PALU – Ketua Umum Pengurus Besar (PB) Alkhairaat, HS. Mohsen Alaydrus, mengapresiasi terbitnya Peraturan Presiden (Perpres) Nomor 18 Tahun 2026 tentang Direktorat Jenderal (Ditjen) Pesantren di lingkungan Kementerian Agama Republik Indonesia.
Ketua Umum menilai pembentukan Ditjen Pesantren merupakan langkah strategis dalam memperkuat kelembagaan pesantren di Indonesia. Menurutnya, Ditjen Pesantren memiliki tugas utama untuk memfasilitasi, memberdayakan, serta memperkuat peran pesantren sebagaimana diamanatkan dalam Undang-Undang Nomor 18 Tahun 2019 tentang Pesantren.
Ia menjelaskan, fokus utama Ditjen Pesantren mencakup peningkatan layanan, penguatan kurikulum, hingga pemberdayaan pesantren. Ia juga berharap pejabat yang mengisi struktur tersebut benar-benar memahami karakter dan kebutuhan pesantren.
HS. Mohsen Alaydrus menambahkan, terbitnya Perpres ini merupakan hal yang telah lama dinantikan oleh kalangan pesantren. Ia menyebut pembentukan Ditjen Pesantren juga merupakan hasil perjuangan panjang berbagai pihak, termasuk di Komisi VIII DPR RI.

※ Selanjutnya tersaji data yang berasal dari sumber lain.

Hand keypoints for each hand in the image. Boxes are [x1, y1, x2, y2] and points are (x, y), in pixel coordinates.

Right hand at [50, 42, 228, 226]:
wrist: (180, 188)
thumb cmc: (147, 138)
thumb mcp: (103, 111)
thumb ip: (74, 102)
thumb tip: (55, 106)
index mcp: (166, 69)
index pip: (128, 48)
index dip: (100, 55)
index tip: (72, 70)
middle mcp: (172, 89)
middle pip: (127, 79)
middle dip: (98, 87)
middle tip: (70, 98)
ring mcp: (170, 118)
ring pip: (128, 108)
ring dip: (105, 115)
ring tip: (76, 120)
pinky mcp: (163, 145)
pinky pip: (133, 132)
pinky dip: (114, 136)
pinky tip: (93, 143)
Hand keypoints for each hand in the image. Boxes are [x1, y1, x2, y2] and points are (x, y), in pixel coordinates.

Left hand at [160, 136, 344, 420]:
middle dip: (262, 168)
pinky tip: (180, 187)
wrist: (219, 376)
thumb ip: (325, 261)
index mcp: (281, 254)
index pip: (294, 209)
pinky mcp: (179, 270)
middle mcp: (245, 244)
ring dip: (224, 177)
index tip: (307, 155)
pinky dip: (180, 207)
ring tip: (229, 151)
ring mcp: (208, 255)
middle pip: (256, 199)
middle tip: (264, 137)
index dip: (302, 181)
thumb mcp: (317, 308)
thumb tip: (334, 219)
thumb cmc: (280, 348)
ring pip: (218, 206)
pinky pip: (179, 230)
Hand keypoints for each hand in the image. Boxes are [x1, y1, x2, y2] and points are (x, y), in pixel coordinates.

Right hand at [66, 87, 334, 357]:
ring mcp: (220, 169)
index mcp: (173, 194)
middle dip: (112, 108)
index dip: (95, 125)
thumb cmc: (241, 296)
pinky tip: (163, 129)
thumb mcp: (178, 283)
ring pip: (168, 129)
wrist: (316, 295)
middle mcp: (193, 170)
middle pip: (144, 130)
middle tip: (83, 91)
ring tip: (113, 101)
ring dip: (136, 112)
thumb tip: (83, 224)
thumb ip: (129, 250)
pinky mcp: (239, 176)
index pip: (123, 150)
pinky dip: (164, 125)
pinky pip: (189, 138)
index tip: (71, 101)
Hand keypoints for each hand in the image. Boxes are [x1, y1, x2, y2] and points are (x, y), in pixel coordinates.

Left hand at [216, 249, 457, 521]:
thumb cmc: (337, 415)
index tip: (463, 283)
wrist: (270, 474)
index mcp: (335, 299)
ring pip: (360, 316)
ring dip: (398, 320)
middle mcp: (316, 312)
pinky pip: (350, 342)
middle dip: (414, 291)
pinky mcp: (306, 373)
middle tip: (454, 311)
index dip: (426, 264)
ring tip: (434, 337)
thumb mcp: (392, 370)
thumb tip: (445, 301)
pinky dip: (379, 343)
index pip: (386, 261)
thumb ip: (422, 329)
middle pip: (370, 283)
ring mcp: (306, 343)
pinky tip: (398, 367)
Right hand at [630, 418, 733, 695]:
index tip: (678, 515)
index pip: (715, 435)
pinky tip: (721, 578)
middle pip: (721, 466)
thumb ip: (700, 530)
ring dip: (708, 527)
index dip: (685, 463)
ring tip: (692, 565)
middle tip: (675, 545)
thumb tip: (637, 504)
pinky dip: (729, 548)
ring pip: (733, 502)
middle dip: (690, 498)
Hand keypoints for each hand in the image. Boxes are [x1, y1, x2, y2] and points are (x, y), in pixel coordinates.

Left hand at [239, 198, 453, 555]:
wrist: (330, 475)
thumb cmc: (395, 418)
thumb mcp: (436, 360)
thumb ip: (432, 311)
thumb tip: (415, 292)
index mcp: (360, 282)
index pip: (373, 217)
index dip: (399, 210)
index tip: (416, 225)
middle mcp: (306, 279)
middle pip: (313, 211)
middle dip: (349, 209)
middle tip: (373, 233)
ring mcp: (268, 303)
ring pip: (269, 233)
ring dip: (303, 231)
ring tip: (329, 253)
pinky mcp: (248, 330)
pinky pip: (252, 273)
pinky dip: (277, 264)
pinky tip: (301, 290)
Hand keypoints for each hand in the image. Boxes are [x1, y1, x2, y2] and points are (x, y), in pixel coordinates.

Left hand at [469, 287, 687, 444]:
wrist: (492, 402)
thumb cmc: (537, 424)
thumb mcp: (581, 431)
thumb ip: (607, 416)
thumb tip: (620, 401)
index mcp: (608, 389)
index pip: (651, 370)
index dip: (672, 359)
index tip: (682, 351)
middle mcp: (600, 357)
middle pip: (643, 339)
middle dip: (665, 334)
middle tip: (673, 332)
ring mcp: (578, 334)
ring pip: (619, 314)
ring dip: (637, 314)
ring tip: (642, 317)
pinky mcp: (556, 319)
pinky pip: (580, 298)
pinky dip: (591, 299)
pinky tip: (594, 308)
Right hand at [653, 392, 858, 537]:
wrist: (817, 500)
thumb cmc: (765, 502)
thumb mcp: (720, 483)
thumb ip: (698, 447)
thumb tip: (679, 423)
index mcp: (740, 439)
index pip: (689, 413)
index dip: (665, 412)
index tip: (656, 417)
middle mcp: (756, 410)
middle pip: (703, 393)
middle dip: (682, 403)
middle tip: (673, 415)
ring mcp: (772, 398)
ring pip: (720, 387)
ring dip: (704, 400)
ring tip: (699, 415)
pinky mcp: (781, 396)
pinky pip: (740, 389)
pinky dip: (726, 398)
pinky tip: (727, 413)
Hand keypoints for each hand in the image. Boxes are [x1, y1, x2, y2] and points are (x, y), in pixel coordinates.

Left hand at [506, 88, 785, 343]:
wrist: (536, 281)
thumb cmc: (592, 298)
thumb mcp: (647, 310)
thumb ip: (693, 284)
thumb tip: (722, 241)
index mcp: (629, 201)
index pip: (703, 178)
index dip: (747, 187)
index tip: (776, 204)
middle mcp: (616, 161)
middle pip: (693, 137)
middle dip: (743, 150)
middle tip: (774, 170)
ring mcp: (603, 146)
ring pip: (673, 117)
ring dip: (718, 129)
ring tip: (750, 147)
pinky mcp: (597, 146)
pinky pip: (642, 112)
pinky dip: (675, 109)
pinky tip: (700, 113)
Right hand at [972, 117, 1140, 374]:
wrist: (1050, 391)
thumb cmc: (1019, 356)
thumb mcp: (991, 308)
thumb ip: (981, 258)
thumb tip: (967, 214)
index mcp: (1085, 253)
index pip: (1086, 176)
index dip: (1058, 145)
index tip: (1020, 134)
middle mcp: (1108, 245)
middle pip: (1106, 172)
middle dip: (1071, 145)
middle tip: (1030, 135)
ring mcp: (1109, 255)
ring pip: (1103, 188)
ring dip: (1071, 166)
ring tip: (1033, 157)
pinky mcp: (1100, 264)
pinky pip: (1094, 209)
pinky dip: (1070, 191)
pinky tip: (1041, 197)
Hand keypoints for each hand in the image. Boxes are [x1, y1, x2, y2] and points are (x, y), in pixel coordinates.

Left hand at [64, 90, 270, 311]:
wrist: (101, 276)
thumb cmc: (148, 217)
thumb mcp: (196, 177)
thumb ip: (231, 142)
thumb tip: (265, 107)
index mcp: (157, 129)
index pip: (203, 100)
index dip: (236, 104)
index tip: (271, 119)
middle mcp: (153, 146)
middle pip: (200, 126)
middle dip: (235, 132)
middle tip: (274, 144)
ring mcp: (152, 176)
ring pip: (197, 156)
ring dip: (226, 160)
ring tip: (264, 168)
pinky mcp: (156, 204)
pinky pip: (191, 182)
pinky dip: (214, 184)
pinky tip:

“Alhamdulillah, terbitnya Peraturan Presiden ini sangat menggembirakan bagi kita semua, khususnya kalangan pesantren di Indonesia,” ujarnya.
Ia menegaskan, langkah selanjutnya yang perlu dilakukan adalah sosialisasi secara masif serta implementasi program-program konkret yang mampu memberikan solusi dan manfaat bagi pesantren.
Lebih lanjut, ia menegaskan, Ditjen Pesantren memiliki mandat untuk merumuskan dan melaksanakan kebijakan di bidang pendidikan, dakwah, dan pemberdayaan masyarakat pesantren.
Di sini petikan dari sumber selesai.